모수적·비모수적 입력모델링 기법을 이용한 신뢰성 해석

  • Kang, Young-Jin (School of Mechanical Engineering, Pusan Nat'l Univ.) ;
  • Hong, Jimin (School of Mechanical Engineering, Pusan Nat'l Univ.) ;
  • Lim, O-Kaung (School of Mechanical Engineering, Pusan Nat'l Univ.) ;
  • Noh, Yoojeong (School of Mechanical Engineering, Pusan Nat'l Univ.)
  • Received : 2016.12.27
  • Accepted : 2017.01.03
  • Published : 2017.02.28

Abstract

Reliability analysis(RA) and Reliability-based design optimization(RBDO) require statistical modeling of input random variables, which is parametrically or nonparametrically determined based on experimental data. For the parametric method, goodness-of-fit (GOF) test and model selection method are widely used, and a sequential statistical modeling method combining the merits of the two methods has been recently proposed. Kernel density estimation(KDE) is often used as a nonparametric method, and it well describes a distribution function when the number of data is small or a density function has multimodal distribution.
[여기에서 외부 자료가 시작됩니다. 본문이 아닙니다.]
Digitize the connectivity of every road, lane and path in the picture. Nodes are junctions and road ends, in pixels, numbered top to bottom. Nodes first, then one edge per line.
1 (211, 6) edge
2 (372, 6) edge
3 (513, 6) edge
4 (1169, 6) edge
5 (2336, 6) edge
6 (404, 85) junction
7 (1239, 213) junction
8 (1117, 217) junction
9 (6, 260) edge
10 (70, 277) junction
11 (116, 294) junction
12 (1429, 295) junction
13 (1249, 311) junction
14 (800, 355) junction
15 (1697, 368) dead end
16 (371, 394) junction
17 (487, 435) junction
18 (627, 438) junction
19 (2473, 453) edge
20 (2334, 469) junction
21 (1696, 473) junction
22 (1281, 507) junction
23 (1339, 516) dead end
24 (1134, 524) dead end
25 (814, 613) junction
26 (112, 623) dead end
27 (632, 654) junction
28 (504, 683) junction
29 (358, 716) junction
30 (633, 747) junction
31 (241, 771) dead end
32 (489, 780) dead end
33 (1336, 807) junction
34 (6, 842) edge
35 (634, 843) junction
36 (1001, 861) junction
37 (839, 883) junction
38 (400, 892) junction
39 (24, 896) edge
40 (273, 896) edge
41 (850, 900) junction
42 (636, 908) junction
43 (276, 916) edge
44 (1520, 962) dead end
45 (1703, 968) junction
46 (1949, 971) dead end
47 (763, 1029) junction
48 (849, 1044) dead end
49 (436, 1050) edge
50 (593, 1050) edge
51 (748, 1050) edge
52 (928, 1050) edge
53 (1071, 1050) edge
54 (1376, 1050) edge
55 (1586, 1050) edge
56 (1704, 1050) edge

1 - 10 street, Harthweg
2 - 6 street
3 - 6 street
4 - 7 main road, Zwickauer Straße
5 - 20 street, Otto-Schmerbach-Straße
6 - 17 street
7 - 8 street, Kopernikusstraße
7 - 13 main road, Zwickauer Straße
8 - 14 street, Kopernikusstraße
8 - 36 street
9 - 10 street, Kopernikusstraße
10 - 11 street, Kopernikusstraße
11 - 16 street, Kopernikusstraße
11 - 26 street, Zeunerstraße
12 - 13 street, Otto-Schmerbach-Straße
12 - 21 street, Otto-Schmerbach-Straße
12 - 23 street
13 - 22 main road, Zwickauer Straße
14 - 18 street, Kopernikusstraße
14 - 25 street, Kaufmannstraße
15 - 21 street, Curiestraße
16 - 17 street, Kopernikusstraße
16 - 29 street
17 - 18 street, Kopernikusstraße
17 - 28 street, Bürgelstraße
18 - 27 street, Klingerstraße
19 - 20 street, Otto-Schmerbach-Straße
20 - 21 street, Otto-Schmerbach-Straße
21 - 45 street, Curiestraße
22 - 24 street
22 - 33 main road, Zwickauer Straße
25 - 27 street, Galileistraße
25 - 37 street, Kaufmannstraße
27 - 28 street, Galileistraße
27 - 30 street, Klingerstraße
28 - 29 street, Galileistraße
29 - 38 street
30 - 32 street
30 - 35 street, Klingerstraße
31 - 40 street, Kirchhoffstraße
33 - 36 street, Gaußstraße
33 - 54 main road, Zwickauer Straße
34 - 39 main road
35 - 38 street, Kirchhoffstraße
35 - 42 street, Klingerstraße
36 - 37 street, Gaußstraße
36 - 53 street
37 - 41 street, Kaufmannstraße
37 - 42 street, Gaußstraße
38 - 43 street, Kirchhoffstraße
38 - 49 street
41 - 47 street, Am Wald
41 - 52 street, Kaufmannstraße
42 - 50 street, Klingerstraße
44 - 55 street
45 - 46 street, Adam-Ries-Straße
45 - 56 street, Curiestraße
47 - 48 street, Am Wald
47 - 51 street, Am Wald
Although accurate statistical models are needed to obtain accurate RA and RBDO results, accurate statistical modeling is difficult when the number of data is small. In this study, the accuracy of two statistical modeling methods, SSM and KDE, were compared according to the number of data. Through numerical examples, the RA results using the input models modeled by two methods were compared, and appropriate modeling method was proposed according to the number of data.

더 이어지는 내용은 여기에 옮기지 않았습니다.